_WHAT THE TASK ASKS_: Make an exact copy of the listing below. Pictures stay out of it.

_INPUT RECORDS_:
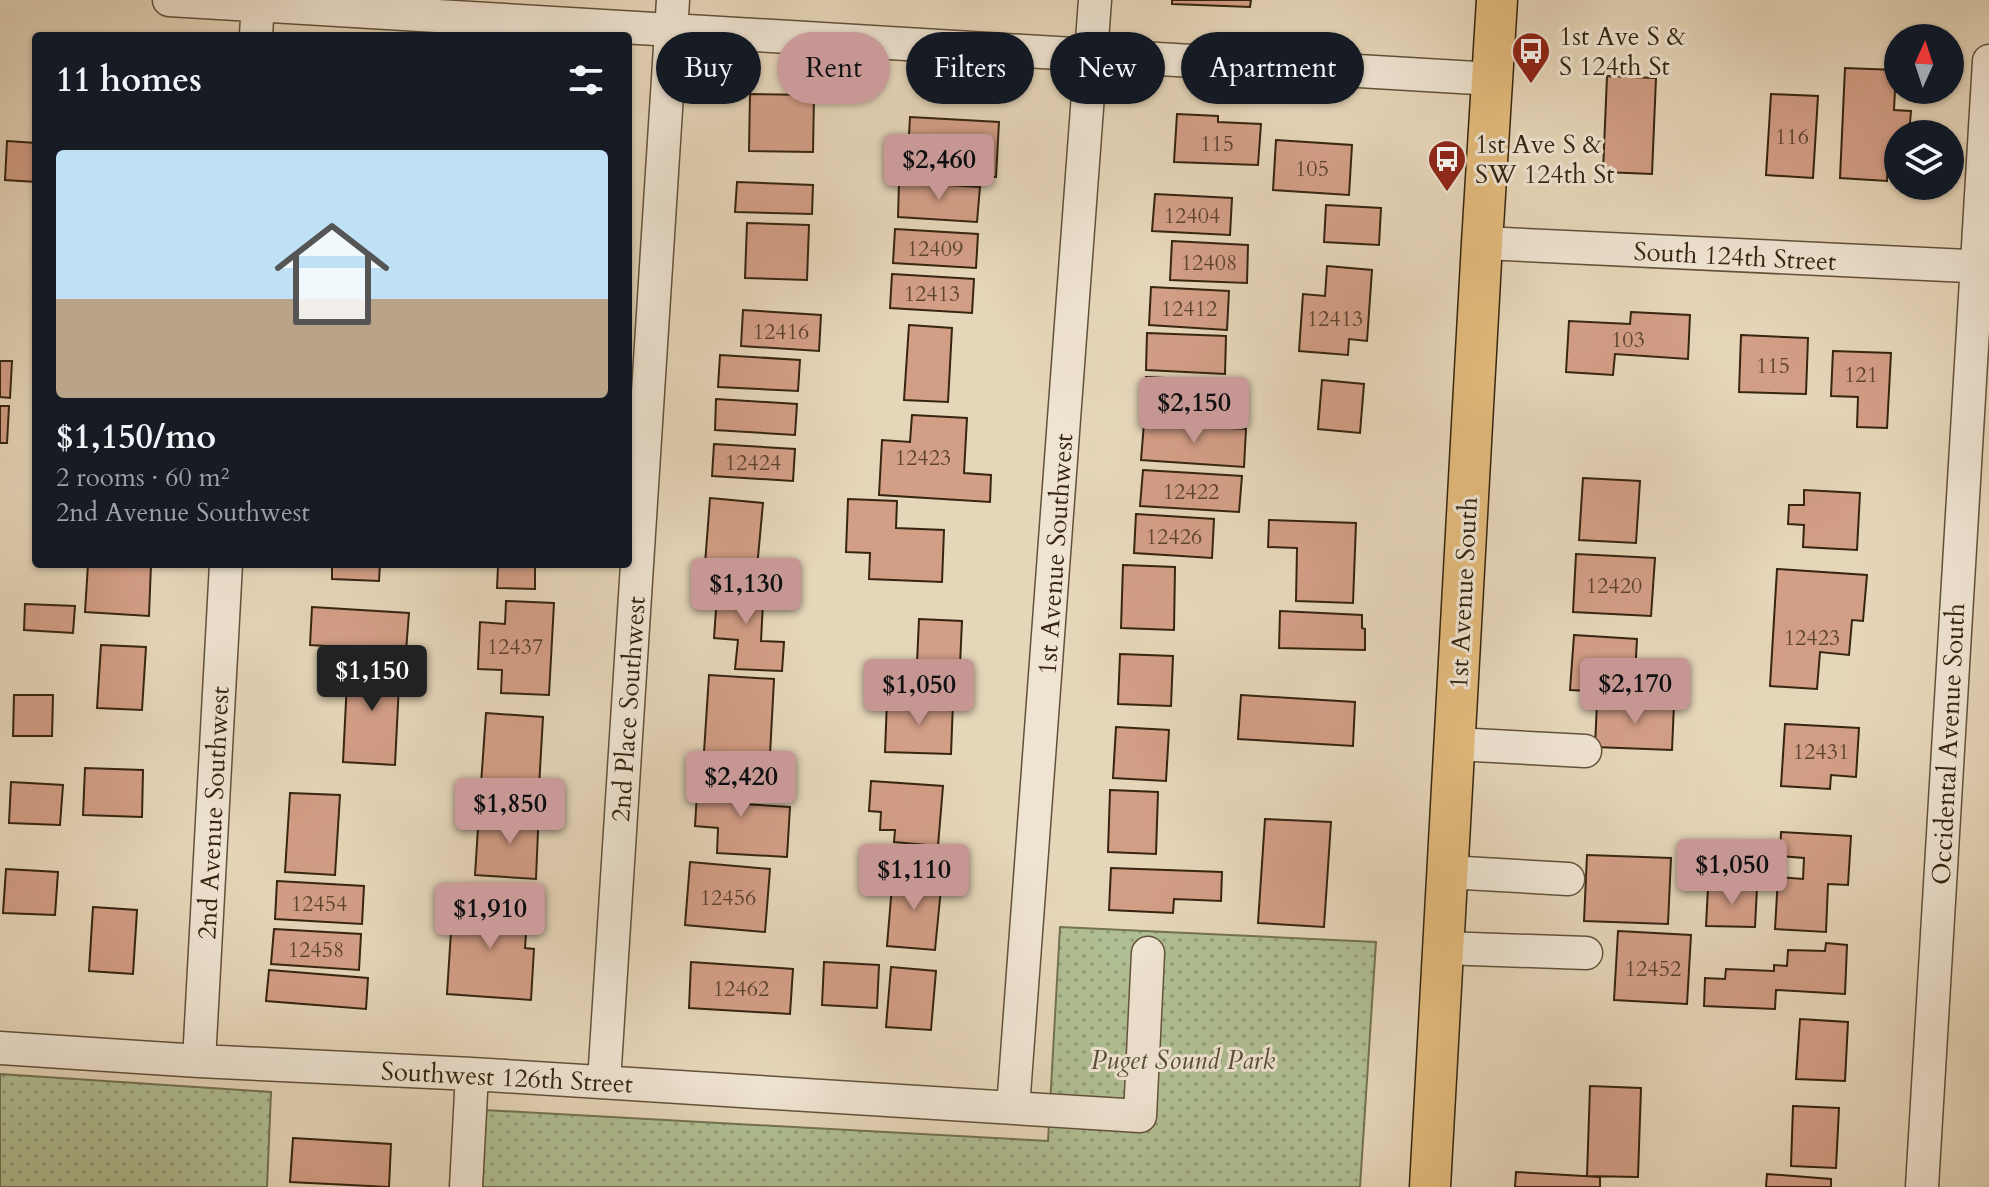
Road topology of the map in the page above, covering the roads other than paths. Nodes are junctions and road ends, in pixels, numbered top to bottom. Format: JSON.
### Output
{"nodes":[{"id":1,"x":169,"y":0,"type":"edge"},
{"id":2,"x":1095,"y":0,"type":"edge"},
{"id":3,"x":1497,"y":0,"type":"edge"},
{"id":4,"x":257,"y":14,"type":"edge"},
{"id":5,"x":672,"y":15,"type":"edge"},
{"id":6,"x":1093,"y":32,"type":"edge"},
{"id":7,"x":1050,"y":51,"type":"edge"},
{"id":8,"x":1165,"y":59,"type":"edge"},
{"id":9,"x":1989,"y":61,"type":"edge"},
{"id":10,"x":1493,"y":79,"type":"junction"},
{"id":11,"x":1088,"y":104,"type":"edge"},
{"id":12,"x":1482,"y":243,"type":"junction"},
{"id":13,"x":1982,"y":266,"type":"edge"},
{"id":14,"x":226,"y":568,"type":"edge"},
{"id":15,"x":1455,"y":744,"type":"junction"},
{"id":16,"x":1585,"y":751,"type":"dead end"},
{"id":17,"x":1447,"y":872,"type":"junction"},
{"id":18,"x":1568,"y":879,"type":"dead end"},
{"id":19,"x":1443,"y":948,"type":"junction"},
{"id":20,"x":1148,"y":953,"type":"dead end"},
{"id":21,"x":1586,"y":953,"type":"dead end"},
{"id":22,"x":0,"y":1048,"type":"edge"},
{"id":23,"x":199,"y":1061,"type":"junction"},
{"id":24,"x":472,"y":1074,"type":"junction"},
{"id":25,"x":604,"y":1082,"type":"junction"},
{"id":26,"x":1013,"y":1108,"type":"junction"},
{"id":27,"x":466,"y":1187,"type":"edge"},
{"id":28,"x":1430,"y":1187,"type":"edge"},
{"id":29,"x":1922,"y":1187,"type":"edge"}],
"edges":[{"from":1,"to":4,"type":"street"},
{"from":2,"to":6,"type":"street","name":"1st Avenue Southwest"},
{"from":3,"to":10,"type":"main road","name":"1st Avenue South"},
{"from":4,"to":5,"type":"street"},
{"from":5,"to":7,"type":"street"},
{"from":5,"to":25,"type":"street","name":"2nd Place Southwest"},
{"from":8,"to":10,"type":"street"},
{"from":9,"to":13,"type":"street","name":"Occidental Avenue South"},
{"from":10,"to":12,"type":"main road","name":"1st Avenue South"},
{"from":11,"to":26,"type":"street","name":"1st Avenue Southwest"},
{"from":12,"to":13,"type":"street","name":"South 124th Street"},
{"from":12,"to":15,"type":"main road","name":"1st Avenue South"},
{"from":13,"to":29,"type":"street","name":"Occidental Avenue South"},
{"from":14,"to":23,"type":"street","name":"2nd Avenue Southwest"},
{"from":15,"to":16,"type":"street"},
{"from":15,"to":17,"type":"main road","name":"1st Avenue South"},
{"from":17,"to":18,"type":"street"},
{"from":17,"to":19,"type":"main road","name":"1st Avenue South"},
{"from":19,"to":21,"type":"street"},
{"from":19,"to":28,"type":"main road","name":"1st Avenue South"},
{"from":20,"to":26,"type":"street","name":"Southwest 126th Street"},
{"from":22,"to":23,"type":"street","name":"Southwest 126th Street"},
{"from":23,"to":24,"type":"street","name":"Southwest 126th Street"},
{"from":24,"to":25,"type":"street","name":"Southwest 126th Street"},
{"from":24,"to":27,"type":"street"},
{"from":25,"to":26,"type":"street","name":"Southwest 126th Street"}]}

_ANSWER TO THIS TASK_:
Road topology of the map in the page above, covering the roads other than paths. Nodes are junctions and road ends, in pixels, numbered top to bottom. Format: JSON.
### Output
{"nodes":[{"id":1,"x":169,"y":0,"type":"edge"},
{"id":2,"x":1095,"y":0,"type":"edge"},
{"id":3,"x":1497,"y":0,"type":"edge"},
{"id":4,"x":257,"y":14,"type":"edge"},
{"id":5,"x":672,"y":15,"type":"edge"},
{"id":6,"x":1093,"y":32,"type":"edge"},
{"id":7,"x":1050,"y":51,"type":"edge"},
{"id":8,"x":1165,"y":59,"type":"edge"},
{"id":9,"x":1989,"y":61,"type":"edge"},
{"id":10,"x":1493,"y":79,"type":"junction"},
{"id":11,"x":1088,"y":104,"type":"edge"},
{"id":12,"x":1482,"y":243,"type":"junction"},
{"id":13,"x":1982,"y":266,"type":"edge"},
{"id":14,"x":226,"y":568,"type":"edge"},
{"id":15,"x":1455,"y":744,"type":"junction"},
{"id":16,"x":1585,"y":751,"type":"dead end"},
{"id":17,"x":1447,"y":872,"type":"junction"},
{"id":18,"x":1568,"y":879,"type":"dead end"},
{"id":19,"x":1443,"y":948,"type":"junction"},
{"id":20,"x":1148,"y":953,"type":"dead end"},
{"id":21,"x":1586,"y":953,"type":"dead end"},
{"id":22,"x":0,"y":1048,"type":"edge"},
{"id":23,"x":199,"y":1061,"type":"junction"},
{"id":24,"x":472,"y":1074,"type":"junction"},
{"id":25,"x":604,"y":1082,"type":"junction"},
{"id":26,"x":1013,"y":1108,"type":"junction"},
{"id":27,"x":466,"y":1187,"type":"edge"},
{"id":28,"x":1430,"y":1187,"type":"edge"},
{"id":29,"x":1922,"y":1187,"type":"edge"}],
"edges":[{"from":1,"to":4,"type":"street"},
{"from":2,"to":6,"type":"street","name":"1st Avenue Southwest"},
{"from":3,"to":10,"type":"main road","name":"1st Avenue South"},
{"from":4,"to":5,"type":"street"},
{"from":5,"to":7,"type":"street"},
{"from":5,"to":25,"type":"street","name":"2nd Place Southwest"},
{"from":8,"to":10,"type":"street"},
{"from":9,"to":13,"type":"street","name":"Occidental Avenue South"},
{"from":10,"to":12,"type":"main road","name":"1st Avenue South"},
{"from":11,"to":26,"type":"street","name":"1st Avenue Southwest"},
{"from":12,"to":13,"type":"street","name":"South 124th Street"},
{"from":12,"to":15,"type":"main road","name":"1st Avenue South"},
{"from":13,"to":29,"type":"street","name":"Occidental Avenue South"},
{"from":14,"to":23,"type":"street","name":"2nd Avenue Southwest"},
{"from":15,"to":16,"type":"street"},
{"from":15,"to":17,"type":"main road","name":"1st Avenue South"},
{"from":17,"to":18,"type":"street"},
{"from":17,"to":19,"type":"main road","name":"1st Avenue South"},
{"from":19,"to":21,"type":"street"},
{"from":19,"to":28,"type":"main road","name":"1st Avenue South"},
{"from":20,"to":26,"type":"street","name":"Southwest 126th Street"},
{"from":22,"to":23,"type":"street","name":"Southwest 126th Street"},
{"from":23,"to":24,"type":"street","name":"Southwest 126th Street"},
{"from":24,"to":25,"type":"street","name":"Southwest 126th Street"},
{"from":24,"to":27,"type":"street"},
{"from":25,"to":26,"type":"street","name":"Southwest 126th Street"}]}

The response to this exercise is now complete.